▶ What you will do
Print the data exactly as written, but leave out each picture.

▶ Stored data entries
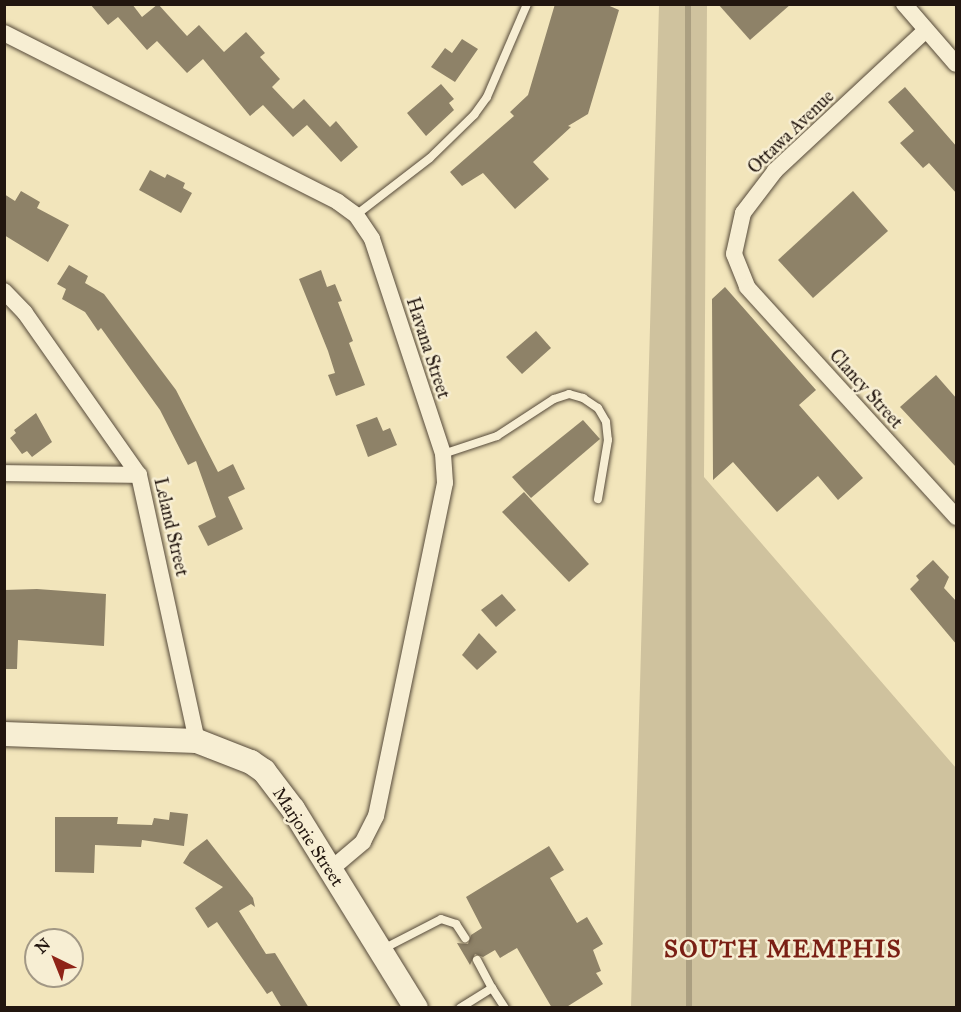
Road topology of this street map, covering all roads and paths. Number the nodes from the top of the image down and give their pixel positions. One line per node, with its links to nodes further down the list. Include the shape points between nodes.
1 (527, 4): 6 (lane, via 487,97 474,115 430,158)
2 (904, 4): 3 (street)
3 (926, 30): 5 (street); 7 (street, Ottawa Avenue, via 775,171 757,193 735,236 734,254)
4 (4, 33): 6 (street, Havana Street, via 338,202)
5 (957, 64)
6 (356, 215): 9 (street, Havana Street, via 372,239)
7 (747, 287): 13 (street, Clancy Street)
8 (4, 291): 11 (street, Leland Street, via 25,314)
9 (443, 454): 12 (lane, via 497,436 554,399 569,394 598,408 606,422 608,440); 16 (street, Havana Street, via 443,496 378,810 363,842)
10 (4, 473): 11 (street)
11 (140, 474): 15 (street, Leland Street)
12 (598, 498)
13 (957, 517)
14 (4, 734): 15 (street, Marjorie Street)
15 (197, 741): 16 (street, Marjorie Street, via 226,750 264,771)
16 (330, 870): 18 (street, Marjorie Street)
17 (465, 938): 18 (lane, via 456,924 441,919)
18 (380, 950): 21 (street, Marjorie Street)
19 (477, 960): 20 (lane)
20 (492, 988): 22 (lane); 23 (lane)
21 (416, 1008)
22 (460, 1008)
23 (505, 1008)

▶ Completed exercise
Road topology of this street map, covering all roads and paths. Number the nodes from the top of the image down and give their pixel positions. One line per node, with its links to nodes further down the list. Include the shape points between nodes.
1 (527, 4): 6 (lane, via 487,97 474,115 430,158)
2 (904, 4): 3 (street)
3 (926, 30): 5 (street); 7 (street, Ottawa Avenue, via 775,171 757,193 735,236 734,254)
4 (4, 33): 6 (street, Havana Street, via 338,202)
5 (957, 64)
6 (356, 215): 9 (street, Havana Street, via 372,239)
7 (747, 287): 13 (street, Clancy Street)
8 (4, 291): 11 (street, Leland Street, via 25,314)
9 (443, 454): 12 (lane, via 497,436 554,399 569,394 598,408 606,422 608,440); 16 (street, Havana Street, via 443,496 378,810 363,842)
10 (4, 473): 11 (street)
11 (140, 474): 15 (street, Leland Street)
12 (598, 498)
13 (957, 517)
14 (4, 734): 15 (street, Marjorie Street)
15 (197, 741): 16 (street, Marjorie Street, via 226,750 264,771)
16 (330, 870): 18 (street, Marjorie Street)
17 (465, 938): 18 (lane, via 456,924 441,919)
18 (380, 950): 21 (street, Marjorie Street)
19 (477, 960): 20 (lane)
20 (492, 988): 22 (lane); 23 (lane)
21 (416, 1008)
22 (460, 1008)
23 (505, 1008)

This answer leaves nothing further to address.